Once the images are set aside, write out the rest of the records exactly.

***** Data *****

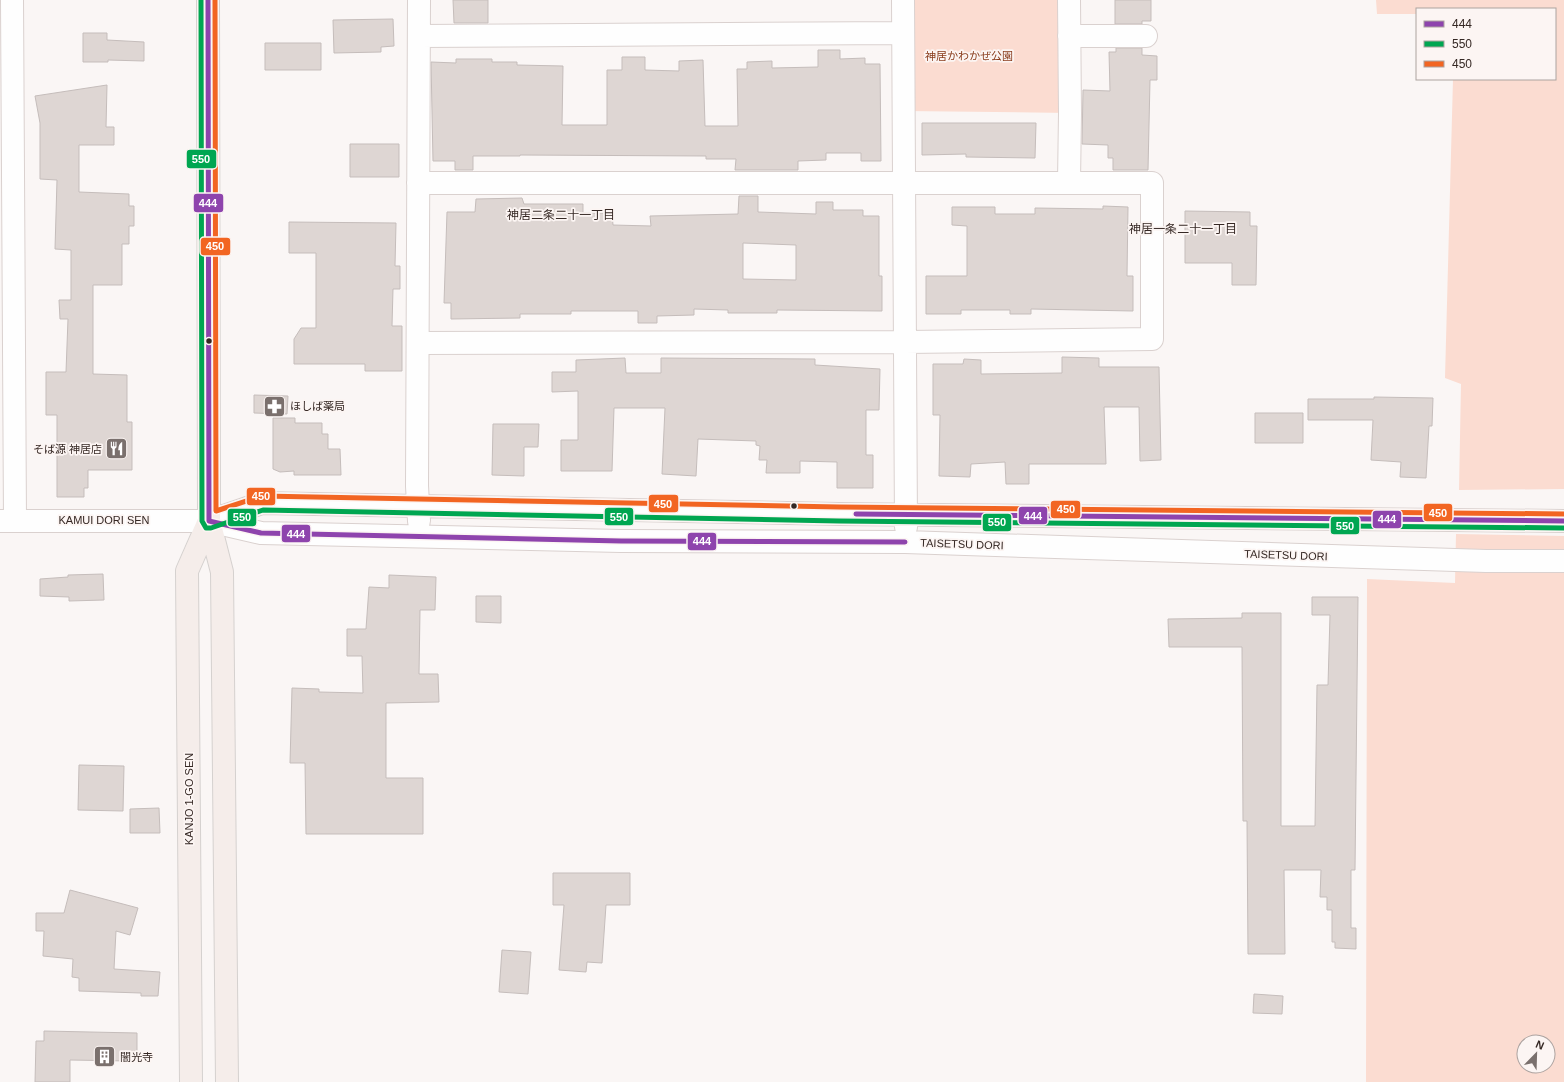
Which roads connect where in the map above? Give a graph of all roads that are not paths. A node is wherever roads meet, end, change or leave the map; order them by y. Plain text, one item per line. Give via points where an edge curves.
1 (12, 0) edge
2 (208, 0) edge
3 (419, 0) edge
4 (903, 0) edge
5 (1069, 0) edge
6 (903, 33) junction
7 (419, 36) junction
8 (1069, 36) junction
9 (1146, 36) dead end
10 (1069, 182) junction
11 (418, 183) junction
12 (903, 183) junction
13 (8, 342) edge
14 (905, 342) junction
15 (418, 343) junction
16 (419, 506) junction
17 (907, 514) junction
18 (7, 521) edge
19 (209, 521) junction
20 (1564, 521) edge
21 (419, 537) junction
22 (905, 542) junction
23 (1564, 561) edge
24 (190, 1082) edge
25 (227, 1082) edge

1 - 13 street
2 - 19 main road, KANJO 1-GO SEN
3 - 7 street
4 - 6 street
5 - 8 street
6 - 7 street
6 - 12 street
7 - 11 street
8 - 9 street
8 - 10 street
10 - 12 street
10 - 14 street via 1152,183 1152,339
11 - 12 street
11 - 15 street
12 - 14 street
13 - 18 street
14 - 15 street
14 - 17 street
15 - 16 street
16 - 17 street
16 - 19 street via 262,503
16 - 21 street
17 - 20 street
17 - 22 street
18 - 19 street, KAMUI DORI SEN
19 - 21 street, TAISETSU DORI via 261,533
19 - 24 main road, KANJO 1-GO SEN via 188,571
19 - 25 main road, KANJO 1-GO SEN via 222,572
21 - 22 street, TAISETSU DORI
22 - 23 street, TAISETSU DORI via 1514,562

*****

* _Output below_:
Which roads connect where in the map above? Give a graph of all roads that are not paths. A node is wherever roads meet, end, change or leave the map; order them by y. Plain text, one item per line. Give via points where an edge curves.
1 (12, 0) edge
2 (208, 0) edge
3 (419, 0) edge
4 (903, 0) edge
5 (1069, 0) edge
6 (903, 33) junction
7 (419, 36) junction
8 (1069, 36) junction
9 (1146, 36) dead end
10 (1069, 182) junction
11 (418, 183) junction
12 (903, 183) junction
13 (8, 342) edge
14 (905, 342) junction
15 (418, 343) junction
16 (419, 506) junction
17 (907, 514) junction
18 (7, 521) edge
19 (209, 521) junction
20 (1564, 521) edge
21 (419, 537) junction
22 (905, 542) junction
23 (1564, 561) edge
24 (190, 1082) edge
25 (227, 1082) edge

1 - 13 street
2 - 19 main road, KANJO 1-GO SEN
3 - 7 street
4 - 6 street
5 - 8 street
6 - 7 street
6 - 12 street
7 - 11 street
8 - 9 street
8 - 10 street
10 - 12 street
10 - 14 street via 1152,183 1152,339
11 - 12 street
11 - 15 street
12 - 14 street
13 - 18 street
14 - 15 street
14 - 17 street
15 - 16 street
16 - 17 street
16 - 19 street via 262,503
16 - 21 street
17 - 20 street
17 - 22 street
18 - 19 street, KAMUI DORI SEN
19 - 21 street, TAISETSU DORI via 261,533
19 - 24 main road, KANJO 1-GO SEN via 188,571
19 - 25 main road, KANJO 1-GO SEN via 222,572
21 - 22 street, TAISETSU DORI
22 - 23 street, TAISETSU DORI via 1514,562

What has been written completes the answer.